┌────────
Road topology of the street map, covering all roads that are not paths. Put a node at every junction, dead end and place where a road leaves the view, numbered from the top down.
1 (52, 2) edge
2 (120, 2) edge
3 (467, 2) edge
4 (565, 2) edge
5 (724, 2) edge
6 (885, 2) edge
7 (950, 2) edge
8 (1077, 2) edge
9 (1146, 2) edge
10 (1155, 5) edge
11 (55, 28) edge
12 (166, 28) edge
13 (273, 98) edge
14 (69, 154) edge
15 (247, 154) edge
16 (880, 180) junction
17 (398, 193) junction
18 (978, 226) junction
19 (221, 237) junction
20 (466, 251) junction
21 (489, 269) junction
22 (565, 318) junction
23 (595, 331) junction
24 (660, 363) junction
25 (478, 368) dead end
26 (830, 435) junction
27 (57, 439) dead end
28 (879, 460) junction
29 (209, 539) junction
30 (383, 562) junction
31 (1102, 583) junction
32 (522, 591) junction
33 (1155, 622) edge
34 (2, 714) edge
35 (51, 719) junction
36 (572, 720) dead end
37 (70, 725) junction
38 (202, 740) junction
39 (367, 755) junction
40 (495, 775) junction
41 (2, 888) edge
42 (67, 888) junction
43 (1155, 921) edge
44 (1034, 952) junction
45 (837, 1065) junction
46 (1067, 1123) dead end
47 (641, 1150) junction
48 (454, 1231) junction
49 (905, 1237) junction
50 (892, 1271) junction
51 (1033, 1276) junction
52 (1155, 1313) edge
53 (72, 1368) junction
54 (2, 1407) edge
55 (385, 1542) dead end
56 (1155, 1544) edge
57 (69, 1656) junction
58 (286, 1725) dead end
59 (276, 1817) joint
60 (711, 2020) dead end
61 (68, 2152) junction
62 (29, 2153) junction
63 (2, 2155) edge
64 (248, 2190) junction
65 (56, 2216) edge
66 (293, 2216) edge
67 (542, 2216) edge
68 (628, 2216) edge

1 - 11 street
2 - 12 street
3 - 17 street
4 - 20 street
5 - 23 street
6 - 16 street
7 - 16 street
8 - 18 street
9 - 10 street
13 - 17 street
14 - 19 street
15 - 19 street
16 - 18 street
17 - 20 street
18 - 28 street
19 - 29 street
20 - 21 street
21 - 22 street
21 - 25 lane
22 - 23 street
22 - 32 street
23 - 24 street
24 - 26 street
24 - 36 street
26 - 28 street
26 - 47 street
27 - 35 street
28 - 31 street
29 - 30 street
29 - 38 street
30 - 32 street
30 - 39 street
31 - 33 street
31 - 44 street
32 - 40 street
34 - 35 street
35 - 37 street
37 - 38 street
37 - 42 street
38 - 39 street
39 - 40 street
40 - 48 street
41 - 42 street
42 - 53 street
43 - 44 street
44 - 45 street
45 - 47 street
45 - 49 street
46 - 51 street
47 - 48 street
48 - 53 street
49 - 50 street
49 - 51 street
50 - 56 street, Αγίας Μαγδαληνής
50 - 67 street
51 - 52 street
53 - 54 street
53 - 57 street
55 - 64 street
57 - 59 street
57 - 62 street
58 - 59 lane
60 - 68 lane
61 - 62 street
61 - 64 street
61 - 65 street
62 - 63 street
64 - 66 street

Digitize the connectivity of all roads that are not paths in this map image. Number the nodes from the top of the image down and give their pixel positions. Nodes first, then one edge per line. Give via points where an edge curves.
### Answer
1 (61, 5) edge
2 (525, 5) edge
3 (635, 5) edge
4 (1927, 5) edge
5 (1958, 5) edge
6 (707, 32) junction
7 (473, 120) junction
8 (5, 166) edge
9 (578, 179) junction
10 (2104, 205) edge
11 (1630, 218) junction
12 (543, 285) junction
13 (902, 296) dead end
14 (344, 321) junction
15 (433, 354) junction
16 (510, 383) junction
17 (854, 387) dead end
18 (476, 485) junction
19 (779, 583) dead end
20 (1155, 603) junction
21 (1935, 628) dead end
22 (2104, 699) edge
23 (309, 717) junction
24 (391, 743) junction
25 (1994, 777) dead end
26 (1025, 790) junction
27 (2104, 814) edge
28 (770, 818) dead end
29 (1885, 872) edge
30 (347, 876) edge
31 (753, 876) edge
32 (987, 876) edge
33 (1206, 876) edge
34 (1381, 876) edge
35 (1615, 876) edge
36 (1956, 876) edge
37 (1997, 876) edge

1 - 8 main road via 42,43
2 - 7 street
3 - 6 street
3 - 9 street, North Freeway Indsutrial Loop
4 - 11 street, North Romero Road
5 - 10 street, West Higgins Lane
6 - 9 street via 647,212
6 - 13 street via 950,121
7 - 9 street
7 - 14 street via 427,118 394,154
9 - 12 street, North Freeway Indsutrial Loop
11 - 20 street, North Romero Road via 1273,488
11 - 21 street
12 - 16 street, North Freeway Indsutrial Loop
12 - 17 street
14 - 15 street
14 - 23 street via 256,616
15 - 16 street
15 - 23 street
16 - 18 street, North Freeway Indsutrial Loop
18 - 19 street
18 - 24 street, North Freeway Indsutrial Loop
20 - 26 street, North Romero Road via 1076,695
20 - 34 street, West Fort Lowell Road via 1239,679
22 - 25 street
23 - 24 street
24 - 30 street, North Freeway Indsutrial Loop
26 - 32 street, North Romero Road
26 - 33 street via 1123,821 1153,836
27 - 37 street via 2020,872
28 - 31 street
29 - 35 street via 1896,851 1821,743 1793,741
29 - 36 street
└────────
◆ **Required action**: Give only the number of lines in the entries above that hold the string "Freeway".

◆ **Exercise output**: 6